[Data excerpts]
▼

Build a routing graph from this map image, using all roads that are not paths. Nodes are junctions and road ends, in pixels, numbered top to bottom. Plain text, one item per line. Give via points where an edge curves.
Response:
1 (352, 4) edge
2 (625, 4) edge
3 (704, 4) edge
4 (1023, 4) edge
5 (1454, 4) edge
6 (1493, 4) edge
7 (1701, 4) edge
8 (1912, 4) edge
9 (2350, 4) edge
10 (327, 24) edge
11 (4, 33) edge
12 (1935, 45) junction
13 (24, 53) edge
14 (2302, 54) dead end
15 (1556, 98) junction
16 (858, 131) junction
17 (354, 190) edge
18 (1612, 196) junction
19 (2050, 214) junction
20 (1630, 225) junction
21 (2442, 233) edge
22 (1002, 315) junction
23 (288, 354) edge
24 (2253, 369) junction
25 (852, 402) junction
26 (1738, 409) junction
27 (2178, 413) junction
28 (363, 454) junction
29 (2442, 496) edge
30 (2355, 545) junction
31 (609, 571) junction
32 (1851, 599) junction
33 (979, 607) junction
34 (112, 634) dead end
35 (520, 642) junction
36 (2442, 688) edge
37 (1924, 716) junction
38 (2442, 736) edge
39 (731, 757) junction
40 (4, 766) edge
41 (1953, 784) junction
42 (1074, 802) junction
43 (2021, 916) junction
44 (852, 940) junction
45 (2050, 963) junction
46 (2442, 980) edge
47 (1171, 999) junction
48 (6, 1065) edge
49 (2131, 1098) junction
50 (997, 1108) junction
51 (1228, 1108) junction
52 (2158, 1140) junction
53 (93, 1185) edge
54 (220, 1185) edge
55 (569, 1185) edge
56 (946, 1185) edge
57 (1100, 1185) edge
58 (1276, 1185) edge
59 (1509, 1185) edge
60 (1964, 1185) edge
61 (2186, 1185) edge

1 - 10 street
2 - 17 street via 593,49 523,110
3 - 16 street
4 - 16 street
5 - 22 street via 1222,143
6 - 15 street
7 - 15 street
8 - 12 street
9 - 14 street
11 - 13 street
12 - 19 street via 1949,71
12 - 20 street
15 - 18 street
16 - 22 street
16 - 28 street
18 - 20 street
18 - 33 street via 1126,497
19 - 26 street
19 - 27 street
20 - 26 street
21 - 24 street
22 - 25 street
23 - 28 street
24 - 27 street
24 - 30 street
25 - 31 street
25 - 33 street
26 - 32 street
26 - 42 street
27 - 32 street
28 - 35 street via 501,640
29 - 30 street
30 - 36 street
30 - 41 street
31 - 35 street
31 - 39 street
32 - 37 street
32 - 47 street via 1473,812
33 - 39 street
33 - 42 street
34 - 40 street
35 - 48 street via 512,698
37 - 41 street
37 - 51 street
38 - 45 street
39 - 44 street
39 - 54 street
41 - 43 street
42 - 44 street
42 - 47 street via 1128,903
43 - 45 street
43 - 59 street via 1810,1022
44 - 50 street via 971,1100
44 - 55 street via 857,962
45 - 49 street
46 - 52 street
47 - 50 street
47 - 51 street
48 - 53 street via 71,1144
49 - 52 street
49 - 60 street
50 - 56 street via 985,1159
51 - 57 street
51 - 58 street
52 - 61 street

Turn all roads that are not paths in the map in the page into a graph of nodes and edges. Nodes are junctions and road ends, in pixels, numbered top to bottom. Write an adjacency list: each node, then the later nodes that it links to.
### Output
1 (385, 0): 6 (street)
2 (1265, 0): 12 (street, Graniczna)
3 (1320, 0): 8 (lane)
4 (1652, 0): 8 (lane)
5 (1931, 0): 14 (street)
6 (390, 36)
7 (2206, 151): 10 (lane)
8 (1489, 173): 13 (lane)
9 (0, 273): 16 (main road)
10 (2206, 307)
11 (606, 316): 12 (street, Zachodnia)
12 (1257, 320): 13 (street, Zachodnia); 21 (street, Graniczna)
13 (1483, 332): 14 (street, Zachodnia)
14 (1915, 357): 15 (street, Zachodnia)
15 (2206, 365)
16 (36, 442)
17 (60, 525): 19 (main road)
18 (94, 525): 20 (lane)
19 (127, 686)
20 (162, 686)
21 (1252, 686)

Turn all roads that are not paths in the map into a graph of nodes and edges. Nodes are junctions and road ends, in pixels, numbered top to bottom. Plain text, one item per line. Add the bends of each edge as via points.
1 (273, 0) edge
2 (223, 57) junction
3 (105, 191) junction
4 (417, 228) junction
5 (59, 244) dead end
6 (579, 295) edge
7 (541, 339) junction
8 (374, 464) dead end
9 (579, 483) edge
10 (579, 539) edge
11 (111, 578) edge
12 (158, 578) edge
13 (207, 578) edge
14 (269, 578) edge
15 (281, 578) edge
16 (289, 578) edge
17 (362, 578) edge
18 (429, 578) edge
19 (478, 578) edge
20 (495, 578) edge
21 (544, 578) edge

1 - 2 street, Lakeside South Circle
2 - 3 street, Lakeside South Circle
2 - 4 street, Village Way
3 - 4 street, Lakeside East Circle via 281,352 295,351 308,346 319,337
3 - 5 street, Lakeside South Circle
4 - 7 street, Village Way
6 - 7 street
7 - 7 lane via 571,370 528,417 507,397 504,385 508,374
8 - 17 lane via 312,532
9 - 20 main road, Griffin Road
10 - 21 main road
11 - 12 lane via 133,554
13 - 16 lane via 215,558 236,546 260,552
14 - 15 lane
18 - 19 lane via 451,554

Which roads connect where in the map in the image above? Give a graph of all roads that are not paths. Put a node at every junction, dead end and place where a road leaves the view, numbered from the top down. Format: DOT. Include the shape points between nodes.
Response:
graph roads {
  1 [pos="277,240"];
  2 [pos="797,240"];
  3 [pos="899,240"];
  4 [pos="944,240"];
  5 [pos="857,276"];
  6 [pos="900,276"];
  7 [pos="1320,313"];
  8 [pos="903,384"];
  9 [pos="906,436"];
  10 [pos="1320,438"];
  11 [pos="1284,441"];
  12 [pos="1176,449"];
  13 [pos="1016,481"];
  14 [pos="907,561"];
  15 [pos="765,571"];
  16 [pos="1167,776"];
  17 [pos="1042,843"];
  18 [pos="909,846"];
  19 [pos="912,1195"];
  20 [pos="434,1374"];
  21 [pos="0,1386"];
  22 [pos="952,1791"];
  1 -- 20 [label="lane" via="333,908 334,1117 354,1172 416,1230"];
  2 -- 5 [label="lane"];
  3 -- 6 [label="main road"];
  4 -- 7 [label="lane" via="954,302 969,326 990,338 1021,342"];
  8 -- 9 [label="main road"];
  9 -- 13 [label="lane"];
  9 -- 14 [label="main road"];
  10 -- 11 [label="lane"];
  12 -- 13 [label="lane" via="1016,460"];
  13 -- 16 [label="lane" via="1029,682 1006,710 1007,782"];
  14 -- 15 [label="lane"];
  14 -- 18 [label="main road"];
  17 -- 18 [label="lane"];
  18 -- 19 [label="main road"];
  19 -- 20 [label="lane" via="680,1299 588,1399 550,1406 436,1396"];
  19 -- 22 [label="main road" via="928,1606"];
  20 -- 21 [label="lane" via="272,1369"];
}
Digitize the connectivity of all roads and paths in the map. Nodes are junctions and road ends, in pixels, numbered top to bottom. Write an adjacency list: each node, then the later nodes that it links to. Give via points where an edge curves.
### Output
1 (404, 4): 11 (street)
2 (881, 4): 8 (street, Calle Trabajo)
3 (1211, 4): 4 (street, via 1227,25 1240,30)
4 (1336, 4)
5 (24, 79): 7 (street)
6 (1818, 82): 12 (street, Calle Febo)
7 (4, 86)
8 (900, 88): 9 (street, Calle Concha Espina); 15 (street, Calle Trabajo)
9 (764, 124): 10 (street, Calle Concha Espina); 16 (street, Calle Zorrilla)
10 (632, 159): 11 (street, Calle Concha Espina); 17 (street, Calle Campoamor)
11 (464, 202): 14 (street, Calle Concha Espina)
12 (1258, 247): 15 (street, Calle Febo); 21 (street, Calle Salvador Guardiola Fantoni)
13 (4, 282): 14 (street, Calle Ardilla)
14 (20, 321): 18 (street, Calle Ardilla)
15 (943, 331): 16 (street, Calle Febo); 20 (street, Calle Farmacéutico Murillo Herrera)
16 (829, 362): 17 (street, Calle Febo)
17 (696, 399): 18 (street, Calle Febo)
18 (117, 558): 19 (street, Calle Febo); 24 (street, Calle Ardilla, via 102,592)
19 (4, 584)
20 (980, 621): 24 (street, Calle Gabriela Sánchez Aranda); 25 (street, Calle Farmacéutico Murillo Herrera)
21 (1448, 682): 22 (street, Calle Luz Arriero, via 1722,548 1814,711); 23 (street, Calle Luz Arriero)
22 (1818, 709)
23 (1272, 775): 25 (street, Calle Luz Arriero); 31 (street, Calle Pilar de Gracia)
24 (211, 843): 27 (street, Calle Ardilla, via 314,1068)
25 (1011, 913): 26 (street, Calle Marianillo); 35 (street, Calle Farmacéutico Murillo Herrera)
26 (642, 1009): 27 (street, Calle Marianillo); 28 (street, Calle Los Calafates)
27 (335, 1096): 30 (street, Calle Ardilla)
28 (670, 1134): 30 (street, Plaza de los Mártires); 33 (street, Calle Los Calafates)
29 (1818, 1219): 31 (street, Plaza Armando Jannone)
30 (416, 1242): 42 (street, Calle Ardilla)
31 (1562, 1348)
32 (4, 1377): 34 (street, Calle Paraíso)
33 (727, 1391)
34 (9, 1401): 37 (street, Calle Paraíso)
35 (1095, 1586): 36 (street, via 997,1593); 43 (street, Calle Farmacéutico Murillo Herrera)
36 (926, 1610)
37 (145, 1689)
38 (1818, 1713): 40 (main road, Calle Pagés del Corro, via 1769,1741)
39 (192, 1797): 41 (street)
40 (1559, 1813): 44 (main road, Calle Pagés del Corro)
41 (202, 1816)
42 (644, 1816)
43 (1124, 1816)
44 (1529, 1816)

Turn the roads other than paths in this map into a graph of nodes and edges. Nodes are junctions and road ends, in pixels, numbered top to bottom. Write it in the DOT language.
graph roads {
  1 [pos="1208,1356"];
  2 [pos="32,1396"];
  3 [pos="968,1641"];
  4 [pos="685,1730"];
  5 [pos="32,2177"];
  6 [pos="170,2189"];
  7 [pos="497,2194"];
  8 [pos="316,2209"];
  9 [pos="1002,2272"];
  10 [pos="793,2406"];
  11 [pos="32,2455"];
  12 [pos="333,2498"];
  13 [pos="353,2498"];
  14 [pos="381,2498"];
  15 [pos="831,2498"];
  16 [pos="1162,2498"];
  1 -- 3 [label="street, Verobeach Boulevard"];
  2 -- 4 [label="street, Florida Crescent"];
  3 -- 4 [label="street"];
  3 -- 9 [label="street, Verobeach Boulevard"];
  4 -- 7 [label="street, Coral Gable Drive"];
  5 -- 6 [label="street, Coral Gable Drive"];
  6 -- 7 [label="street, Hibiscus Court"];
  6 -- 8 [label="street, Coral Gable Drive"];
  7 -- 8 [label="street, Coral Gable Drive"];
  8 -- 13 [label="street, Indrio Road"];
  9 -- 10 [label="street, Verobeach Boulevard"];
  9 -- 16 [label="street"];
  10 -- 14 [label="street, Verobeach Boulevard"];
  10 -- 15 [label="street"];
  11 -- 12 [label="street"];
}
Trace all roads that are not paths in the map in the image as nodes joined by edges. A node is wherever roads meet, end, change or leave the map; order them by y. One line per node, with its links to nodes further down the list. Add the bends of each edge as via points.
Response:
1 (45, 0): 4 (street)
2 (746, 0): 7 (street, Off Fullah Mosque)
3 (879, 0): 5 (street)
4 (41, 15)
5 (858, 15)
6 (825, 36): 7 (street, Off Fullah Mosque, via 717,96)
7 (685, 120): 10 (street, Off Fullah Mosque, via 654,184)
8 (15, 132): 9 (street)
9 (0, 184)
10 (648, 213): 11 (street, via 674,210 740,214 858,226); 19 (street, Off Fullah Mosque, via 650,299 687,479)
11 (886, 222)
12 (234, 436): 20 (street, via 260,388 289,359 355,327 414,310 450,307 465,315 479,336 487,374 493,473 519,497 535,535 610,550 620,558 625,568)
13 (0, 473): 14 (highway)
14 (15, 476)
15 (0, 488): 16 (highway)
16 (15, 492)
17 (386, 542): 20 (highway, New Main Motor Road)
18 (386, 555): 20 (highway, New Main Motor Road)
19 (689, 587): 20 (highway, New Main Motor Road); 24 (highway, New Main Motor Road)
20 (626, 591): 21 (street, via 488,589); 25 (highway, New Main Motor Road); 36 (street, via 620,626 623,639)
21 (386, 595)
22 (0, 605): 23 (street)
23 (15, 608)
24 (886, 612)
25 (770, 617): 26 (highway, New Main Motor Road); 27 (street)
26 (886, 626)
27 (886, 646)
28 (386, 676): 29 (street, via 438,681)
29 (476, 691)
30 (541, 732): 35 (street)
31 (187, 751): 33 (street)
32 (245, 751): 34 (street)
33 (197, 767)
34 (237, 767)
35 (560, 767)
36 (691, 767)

▲

[Exercise instructions]: Only lines holding the word "Mosque" belong in the answer; copy all of them from the records.

[Solved problem]:
2 (746, 0): 7 (street, Off Fullah Mosque)
6 (825, 36): 7 (street, Off Fullah Mosque, via 717,96)
7 (685, 120): 10 (street, Off Fullah Mosque, via 654,184)
10 (648, 213): 11 (street, via 674,210 740,214 858,226); 19 (street, Off Fullah Mosque, via 650,299 687,479)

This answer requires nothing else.